- [Data records]:
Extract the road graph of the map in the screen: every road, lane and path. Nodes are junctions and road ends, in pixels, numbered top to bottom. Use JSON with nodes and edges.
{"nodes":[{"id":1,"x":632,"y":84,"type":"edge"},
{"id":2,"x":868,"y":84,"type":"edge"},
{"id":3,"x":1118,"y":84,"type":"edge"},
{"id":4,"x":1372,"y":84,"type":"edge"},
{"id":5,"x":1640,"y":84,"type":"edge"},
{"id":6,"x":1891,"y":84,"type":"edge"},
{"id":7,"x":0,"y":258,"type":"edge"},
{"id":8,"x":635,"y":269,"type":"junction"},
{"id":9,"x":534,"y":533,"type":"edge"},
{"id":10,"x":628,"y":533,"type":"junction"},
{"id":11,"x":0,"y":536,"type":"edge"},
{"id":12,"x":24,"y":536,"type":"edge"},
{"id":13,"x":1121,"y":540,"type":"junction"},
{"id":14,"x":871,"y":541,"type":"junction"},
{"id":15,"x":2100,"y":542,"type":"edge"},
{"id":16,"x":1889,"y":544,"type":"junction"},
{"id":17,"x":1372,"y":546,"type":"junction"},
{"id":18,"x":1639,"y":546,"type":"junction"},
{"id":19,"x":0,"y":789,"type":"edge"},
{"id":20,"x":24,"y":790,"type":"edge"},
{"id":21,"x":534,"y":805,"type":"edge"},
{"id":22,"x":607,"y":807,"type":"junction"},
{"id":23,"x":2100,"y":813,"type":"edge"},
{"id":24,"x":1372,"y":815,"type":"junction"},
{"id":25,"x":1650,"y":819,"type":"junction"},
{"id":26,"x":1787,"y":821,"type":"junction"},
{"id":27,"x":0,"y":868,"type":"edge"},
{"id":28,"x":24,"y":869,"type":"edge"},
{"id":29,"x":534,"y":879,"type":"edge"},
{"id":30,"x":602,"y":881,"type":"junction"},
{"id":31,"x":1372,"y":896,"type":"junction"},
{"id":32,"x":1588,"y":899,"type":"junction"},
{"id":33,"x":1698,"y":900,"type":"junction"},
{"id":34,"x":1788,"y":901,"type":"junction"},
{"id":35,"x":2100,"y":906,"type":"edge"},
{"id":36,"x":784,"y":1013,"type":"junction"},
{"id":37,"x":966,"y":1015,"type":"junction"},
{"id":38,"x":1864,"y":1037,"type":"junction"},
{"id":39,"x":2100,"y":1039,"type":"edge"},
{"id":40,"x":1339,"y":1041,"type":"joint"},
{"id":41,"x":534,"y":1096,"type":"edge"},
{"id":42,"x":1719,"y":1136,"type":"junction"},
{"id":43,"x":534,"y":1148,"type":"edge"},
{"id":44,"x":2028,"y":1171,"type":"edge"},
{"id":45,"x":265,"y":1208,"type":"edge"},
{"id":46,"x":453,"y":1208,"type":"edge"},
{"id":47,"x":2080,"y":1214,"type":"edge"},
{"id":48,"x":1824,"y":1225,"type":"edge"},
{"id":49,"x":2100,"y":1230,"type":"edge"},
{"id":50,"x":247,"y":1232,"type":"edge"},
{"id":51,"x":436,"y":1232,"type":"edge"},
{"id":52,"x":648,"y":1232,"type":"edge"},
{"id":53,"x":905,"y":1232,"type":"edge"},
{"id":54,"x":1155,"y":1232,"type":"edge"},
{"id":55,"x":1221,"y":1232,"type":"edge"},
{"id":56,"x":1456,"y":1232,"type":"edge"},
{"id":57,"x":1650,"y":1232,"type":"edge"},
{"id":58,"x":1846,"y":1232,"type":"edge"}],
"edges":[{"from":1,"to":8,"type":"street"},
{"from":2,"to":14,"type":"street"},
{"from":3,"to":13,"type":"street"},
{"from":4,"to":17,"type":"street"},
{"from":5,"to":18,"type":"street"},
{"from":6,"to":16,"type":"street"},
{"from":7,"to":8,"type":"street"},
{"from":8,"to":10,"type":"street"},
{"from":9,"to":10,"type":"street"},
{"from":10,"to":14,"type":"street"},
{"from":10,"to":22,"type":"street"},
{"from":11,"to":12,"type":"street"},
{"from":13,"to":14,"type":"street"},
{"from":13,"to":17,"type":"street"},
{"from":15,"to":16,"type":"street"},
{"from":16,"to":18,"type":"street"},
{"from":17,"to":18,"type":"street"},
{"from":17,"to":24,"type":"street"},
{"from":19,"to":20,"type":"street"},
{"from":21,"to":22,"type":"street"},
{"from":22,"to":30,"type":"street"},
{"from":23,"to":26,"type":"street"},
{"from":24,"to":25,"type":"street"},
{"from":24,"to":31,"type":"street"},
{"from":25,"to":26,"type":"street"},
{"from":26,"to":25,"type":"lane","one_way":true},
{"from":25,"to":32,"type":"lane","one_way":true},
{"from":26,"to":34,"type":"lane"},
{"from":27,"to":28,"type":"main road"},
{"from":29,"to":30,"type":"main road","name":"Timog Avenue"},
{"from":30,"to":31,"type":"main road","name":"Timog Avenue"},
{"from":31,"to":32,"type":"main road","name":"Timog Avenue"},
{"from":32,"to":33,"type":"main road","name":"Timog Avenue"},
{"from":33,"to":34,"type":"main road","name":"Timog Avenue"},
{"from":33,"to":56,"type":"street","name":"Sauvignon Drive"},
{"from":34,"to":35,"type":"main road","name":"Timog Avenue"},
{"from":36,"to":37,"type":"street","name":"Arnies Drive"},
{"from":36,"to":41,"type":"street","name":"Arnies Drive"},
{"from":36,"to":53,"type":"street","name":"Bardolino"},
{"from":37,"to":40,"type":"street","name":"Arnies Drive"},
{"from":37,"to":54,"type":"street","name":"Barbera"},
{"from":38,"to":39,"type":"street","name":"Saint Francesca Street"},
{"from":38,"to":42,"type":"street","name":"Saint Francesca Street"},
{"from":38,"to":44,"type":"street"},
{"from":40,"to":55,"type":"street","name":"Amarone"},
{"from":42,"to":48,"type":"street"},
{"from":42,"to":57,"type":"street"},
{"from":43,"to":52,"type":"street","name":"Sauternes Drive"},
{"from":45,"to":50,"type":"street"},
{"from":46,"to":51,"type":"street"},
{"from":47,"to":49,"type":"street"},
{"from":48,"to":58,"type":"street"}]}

- [Aim of the exercise]: Reproduce all entries. Keep them exact.

- [Exercise response]:
Extract the road graph of the map in the screen: every road, lane and path. Nodes are junctions and road ends, in pixels, numbered top to bottom. Use JSON with nodes and edges.
{"nodes":[{"id":1,"x":632,"y":84,"type":"edge"},
{"id":2,"x":868,"y":84,"type":"edge"},
{"id":3,"x":1118,"y":84,"type":"edge"},
{"id":4,"x":1372,"y":84,"type":"edge"},
{"id":5,"x":1640,"y":84,"type":"edge"},
{"id":6,"x":1891,"y":84,"type":"edge"},
{"id":7,"x":0,"y":258,"type":"edge"},
{"id":8,"x":635,"y":269,"type":"junction"},
{"id":9,"x":534,"y":533,"type":"edge"},
{"id":10,"x":628,"y":533,"type":"junction"},
{"id":11,"x":0,"y":536,"type":"edge"},
{"id":12,"x":24,"y":536,"type":"edge"},
{"id":13,"x":1121,"y":540,"type":"junction"},
{"id":14,"x":871,"y":541,"type":"junction"},
{"id":15,"x":2100,"y":542,"type":"edge"},
{"id":16,"x":1889,"y":544,"type":"junction"},
{"id":17,"x":1372,"y":546,"type":"junction"},
{"id":18,"x":1639,"y":546,"type":"junction"},
{"id":19,"x":0,"y":789,"type":"edge"},
{"id":20,"x":24,"y":790,"type":"edge"},
{"id":21,"x":534,"y":805,"type":"edge"},
{"id":22,"x":607,"y":807,"type":"junction"},
{"id":23,"x":2100,"y":813,"type":"edge"},
{"id":24,"x":1372,"y":815,"type":"junction"},
{"id":25,"x":1650,"y":819,"type":"junction"},
{"id":26,"x":1787,"y":821,"type":"junction"},
{"id":27,"x":0,"y":868,"type":"edge"},
{"id":28,"x":24,"y":869,"type":"edge"},
{"id":29,"x":534,"y":879,"type":"edge"},
{"id":30,"x":602,"y":881,"type":"junction"},
{"id":31,"x":1372,"y":896,"type":"junction"},
{"id":32,"x":1588,"y":899,"type":"junction"},
{"id":33,"x":1698,"y":900,"type":"junction"},
{"id":34,"x":1788,"y":901,"type":"junction"},
{"id":35,"x":2100,"y":906,"type":"edge"},
{"id":36,"x":784,"y":1013,"type":"junction"},
{"id":37,"x":966,"y":1015,"type":"junction"},
{"id":38,"x":1864,"y":1037,"type":"junction"},
{"id":39,"x":2100,"y":1039,"type":"edge"},
{"id":40,"x":1339,"y":1041,"type":"joint"},
{"id":41,"x":534,"y":1096,"type":"edge"},
{"id":42,"x":1719,"y":1136,"type":"junction"},
{"id":43,"x":534,"y":1148,"type":"edge"},
{"id":44,"x":2028,"y":1171,"type":"edge"},
{"id":45,"x":265,"y":1208,"type":"edge"},
{"id":46,"x":453,"y":1208,"type":"edge"},
{"id":47,"x":2080,"y":1214,"type":"edge"},
{"id":48,"x":1824,"y":1225,"type":"edge"},
{"id":49,"x":2100,"y":1230,"type":"edge"},
{"id":50,"x":247,"y":1232,"type":"edge"},
{"id":51,"x":436,"y":1232,"type":"edge"},
{"id":52,"x":648,"y":1232,"type":"edge"},
{"id":53,"x":905,"y":1232,"type":"edge"},
{"id":54,"x":1155,"y":1232,"type":"edge"},
{"id":55,"x":1221,"y":1232,"type":"edge"},
{"id":56,"x":1456,"y":1232,"type":"edge"},
{"id":57,"x":1650,"y":1232,"type":"edge"},
{"id":58,"x":1846,"y":1232,"type":"edge"}],
"edges":[{"from":1,"to":8,"type":"street"},
{"from":2,"to":14,"type":"street"},
{"from":3,"to":13,"type":"street"},
{"from":4,"to":17,"type":"street"},
{"from":5,"to":18,"type":"street"},
{"from":6,"to":16,"type":"street"},
{"from":7,"to":8,"type":"street"},
{"from":8,"to":10,"type":"street"},
{"from":9,"to":10,"type":"street"},
{"from":10,"to":14,"type":"street"},
{"from":10,"to":22,"type":"street"},
{"from":11,"to":12,"type":"street"},
{"from":13,"to":14,"type":"street"},
{"from":13,"to":17,"type":"street"},
{"from":15,"to":16,"type":"street"},
{"from":16,"to":18,"type":"street"},
{"from":17,"to":18,"type":"street"},
{"from":17,"to":24,"type":"street"},
{"from":19,"to":20,"type":"street"},
{"from":21,"to":22,"type":"street"},
{"from":22,"to":30,"type":"street"},
{"from":23,"to":26,"type":"street"},
{"from":24,"to":25,"type":"street"},
{"from":24,"to":31,"type":"street"},
{"from":25,"to":26,"type":"street"},
{"from":26,"to":25,"type":"lane","one_way":true},
{"from":25,"to":32,"type":"lane","one_way":true},
{"from":26,"to":34,"type":"lane"},
{"from":27,"to":28,"type":"main road"},
{"from":29,"to":30,"type":"main road","name":"Timog Avenue"},
{"from":30,"to":31,"type":"main road","name":"Timog Avenue"},
{"from":31,"to":32,"type":"main road","name":"Timog Avenue"},
{"from":32,"to":33,"type":"main road","name":"Timog Avenue"},
{"from":33,"to":34,"type":"main road","name":"Timog Avenue"},
{"from":33,"to":56,"type":"street","name":"Sauvignon Drive"},
{"from":34,"to":35,"type":"main road","name":"Timog Avenue"},
{"from":36,"to":37,"type":"street","name":"Arnies Drive"},
{"from":36,"to":41,"type":"street","name":"Arnies Drive"},
{"from":36,"to":53,"type":"street","name":"Bardolino"},
{"from":37,"to":40,"type":"street","name":"Arnies Drive"},
{"from":37,"to":54,"type":"street","name":"Barbera"},
{"from":38,"to":39,"type":"street","name":"Saint Francesca Street"},
{"from":38,"to":42,"type":"street","name":"Saint Francesca Street"},
{"from":38,"to":44,"type":"street"},
{"from":40,"to":55,"type":"street","name":"Amarone"},
{"from":42,"to":48,"type":"street"},
{"from":42,"to":57,"type":"street"},
{"from":43,"to":52,"type":"street","name":"Sauternes Drive"},
{"from":45,"to":50,"type":"street"},
{"from":46,"to":51,"type":"street"},
{"from":47,"to":49,"type":"street"},
{"from":48,"to":58,"type":"street"}]}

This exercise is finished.